Isaiah (1): Judgement (Causes and God’s heart)

I just wanted to spend a few posts sharing some of my course writings for FFM, they’re from the Old Testament module, and this term we’re looking at the prophets and history books.

What are the causes of God’s judgement in Isaiah and what does this reveal about God’s heart?

I have divided the causes for judgement into four main sections, and will discuss each one briefly and then talk about what these reveal regarding God’s concerns and His heart. I have also tried to end each section with a moment where God speaks or acts redemptively in this area.

Treatment of the weak – the weak included the fatherless (orphan), the widow, the oppressed and the poor. They were the people who couldn’t fend for themselves and were often left to suffer. However the judgement exercised was not just for a complacent attitude towards the poor, but also for mistreating them and not providing them justice in courts and matters of law, simply because they were weak. This area of judgement reveals God’s heart for the weak, throughout Scripture God delights in using the weak and marginalized to accomplish His purposes (See Jesus’ genealogy) and even to demonstrate His Glory through (See 2 Cor 12). The fact that God’s people were not only mistreating the poor by neglecting them, but actually working against them would have roused God’s anger. God refuses to neglect the weak Himself and promises to give strength to the weak and to increase the power of the weak (Isaiah 40.29 and 3.4)

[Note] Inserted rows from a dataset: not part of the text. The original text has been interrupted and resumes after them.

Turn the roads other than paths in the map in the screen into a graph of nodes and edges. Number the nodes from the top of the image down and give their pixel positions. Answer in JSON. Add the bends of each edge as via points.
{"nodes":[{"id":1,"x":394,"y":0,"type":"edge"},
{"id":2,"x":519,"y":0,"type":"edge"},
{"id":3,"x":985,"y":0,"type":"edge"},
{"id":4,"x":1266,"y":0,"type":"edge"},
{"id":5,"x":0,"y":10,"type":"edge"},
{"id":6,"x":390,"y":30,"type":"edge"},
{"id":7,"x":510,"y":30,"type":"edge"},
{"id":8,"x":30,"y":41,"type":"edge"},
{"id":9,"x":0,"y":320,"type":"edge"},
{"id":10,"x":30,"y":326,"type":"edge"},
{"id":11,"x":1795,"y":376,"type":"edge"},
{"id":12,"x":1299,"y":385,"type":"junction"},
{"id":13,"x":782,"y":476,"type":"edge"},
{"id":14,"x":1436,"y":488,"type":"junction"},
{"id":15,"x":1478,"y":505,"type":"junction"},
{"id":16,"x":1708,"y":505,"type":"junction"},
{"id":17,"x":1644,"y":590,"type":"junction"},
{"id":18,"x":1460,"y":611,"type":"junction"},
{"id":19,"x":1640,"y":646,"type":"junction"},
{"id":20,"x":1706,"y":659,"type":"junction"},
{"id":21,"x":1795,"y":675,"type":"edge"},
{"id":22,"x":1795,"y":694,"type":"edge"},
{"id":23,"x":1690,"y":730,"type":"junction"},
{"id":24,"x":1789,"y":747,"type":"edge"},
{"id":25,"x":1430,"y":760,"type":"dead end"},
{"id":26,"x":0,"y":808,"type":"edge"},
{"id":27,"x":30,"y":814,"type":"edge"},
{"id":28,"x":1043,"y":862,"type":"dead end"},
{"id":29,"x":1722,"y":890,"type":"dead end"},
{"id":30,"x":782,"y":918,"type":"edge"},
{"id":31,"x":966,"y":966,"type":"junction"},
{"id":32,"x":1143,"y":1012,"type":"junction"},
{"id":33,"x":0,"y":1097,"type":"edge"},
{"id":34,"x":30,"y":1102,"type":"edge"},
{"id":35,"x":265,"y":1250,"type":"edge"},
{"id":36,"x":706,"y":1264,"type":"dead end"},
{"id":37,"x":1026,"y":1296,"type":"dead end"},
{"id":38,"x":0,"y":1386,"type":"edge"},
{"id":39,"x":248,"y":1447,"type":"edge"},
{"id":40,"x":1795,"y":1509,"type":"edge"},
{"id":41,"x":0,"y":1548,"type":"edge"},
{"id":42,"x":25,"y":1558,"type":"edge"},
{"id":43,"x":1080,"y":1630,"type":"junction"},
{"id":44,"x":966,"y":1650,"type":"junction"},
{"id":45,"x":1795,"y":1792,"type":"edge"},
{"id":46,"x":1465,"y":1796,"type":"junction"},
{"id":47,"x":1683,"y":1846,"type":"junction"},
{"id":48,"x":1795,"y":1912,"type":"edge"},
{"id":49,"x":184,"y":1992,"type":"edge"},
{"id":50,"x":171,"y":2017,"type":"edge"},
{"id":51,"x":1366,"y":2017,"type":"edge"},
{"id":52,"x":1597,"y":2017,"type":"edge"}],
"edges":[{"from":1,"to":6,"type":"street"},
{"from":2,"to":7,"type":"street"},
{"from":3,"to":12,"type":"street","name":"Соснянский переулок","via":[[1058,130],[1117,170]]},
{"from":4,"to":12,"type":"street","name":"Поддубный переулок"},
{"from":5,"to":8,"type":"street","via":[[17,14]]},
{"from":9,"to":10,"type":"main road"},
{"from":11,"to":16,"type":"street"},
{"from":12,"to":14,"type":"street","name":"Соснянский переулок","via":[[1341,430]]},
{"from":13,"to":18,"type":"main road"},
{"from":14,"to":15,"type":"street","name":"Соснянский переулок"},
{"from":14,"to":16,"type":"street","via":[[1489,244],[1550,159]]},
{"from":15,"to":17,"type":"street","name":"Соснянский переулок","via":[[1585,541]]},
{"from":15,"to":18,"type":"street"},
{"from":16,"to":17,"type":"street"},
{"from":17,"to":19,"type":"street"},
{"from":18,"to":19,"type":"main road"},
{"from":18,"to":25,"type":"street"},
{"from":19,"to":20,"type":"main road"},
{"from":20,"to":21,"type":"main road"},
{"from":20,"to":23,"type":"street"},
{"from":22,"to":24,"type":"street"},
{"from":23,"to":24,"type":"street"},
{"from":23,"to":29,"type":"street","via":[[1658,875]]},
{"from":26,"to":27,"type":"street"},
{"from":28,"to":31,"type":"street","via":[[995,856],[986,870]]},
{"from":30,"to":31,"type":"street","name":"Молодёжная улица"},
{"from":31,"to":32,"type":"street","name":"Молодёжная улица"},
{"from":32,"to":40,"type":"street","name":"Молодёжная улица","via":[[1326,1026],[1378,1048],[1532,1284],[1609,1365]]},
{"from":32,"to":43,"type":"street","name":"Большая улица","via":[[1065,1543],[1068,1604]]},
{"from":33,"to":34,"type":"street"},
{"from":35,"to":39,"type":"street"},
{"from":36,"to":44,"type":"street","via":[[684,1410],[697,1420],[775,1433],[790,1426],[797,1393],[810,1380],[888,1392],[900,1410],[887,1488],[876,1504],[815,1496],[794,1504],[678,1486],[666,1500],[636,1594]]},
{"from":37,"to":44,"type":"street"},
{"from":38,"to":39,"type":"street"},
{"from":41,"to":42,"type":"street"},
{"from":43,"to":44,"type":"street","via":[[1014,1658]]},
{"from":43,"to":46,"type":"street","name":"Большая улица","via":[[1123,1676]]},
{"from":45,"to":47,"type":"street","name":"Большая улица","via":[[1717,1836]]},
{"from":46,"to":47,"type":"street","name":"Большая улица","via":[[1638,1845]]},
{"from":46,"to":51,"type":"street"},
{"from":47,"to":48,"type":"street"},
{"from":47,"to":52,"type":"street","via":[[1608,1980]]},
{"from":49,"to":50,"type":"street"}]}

Idolatry – One could argue that idolatry is a route cause of all sins, especially the idolatry of self (AKA: Pride), in the book of Isaiah it is no exception. Some of the expressions of idolatry given in Isaiah are: prostitution, divination, actual material idols (gold, statues), pride and reliance upon human strength (whether that’s Egypt, ‘mere humans’, multitude of chariots or even a horse (31.1)). This tells us about God’s concern for His glory, not only is Idolatry against the 10 commandments, but it also demonstrates a reluctance to trust God. By trusting in human strength, for example – Egypt – to save them from their enemies, God’s people were admitting to other nations that they didn’t believe their God was capable to save them. I was personally struck by the challenge against those who rise early to pursue alcohol (5.11), it made me question what do I rise early to do. This is a helpful way to identify my idols – as a morning person – ‘what do I wake to do?’ The relief to this idolatry is found in the stories about Hezekiah who turns to God in the moments of disaster (37.14-21, 38.2)

Evil deeds – In many ways the last two sections have also been ‘evil deeds’. However Isaiah specifies that there are activities that individuals have been performing which displease God. Interestingly, a lot of the judgement mentioned in Isaiah is directed towards large groups and what they have done. However there is sin which individuals are also found guilty of, for example murder, prostitution (even flirtatious clothing and dancing) and unclean lips (speaking badly or falsely). This tells us of God’s concern that His people are holy as He is holy. They represent Him. This is why God acts to blot out their transgressions – “For my own sake” (43.25), and acts to clean Isaiah’s lips with coal.

Finally Poor Leadership ­– In brief, Isaiah talks specifically about the judgement upon leaders who lead “badly”. By encouraging disobedience, neglecting poor and the important things God cares about. This shows us God is concerned that human leaders represent Him as the Divine Leader.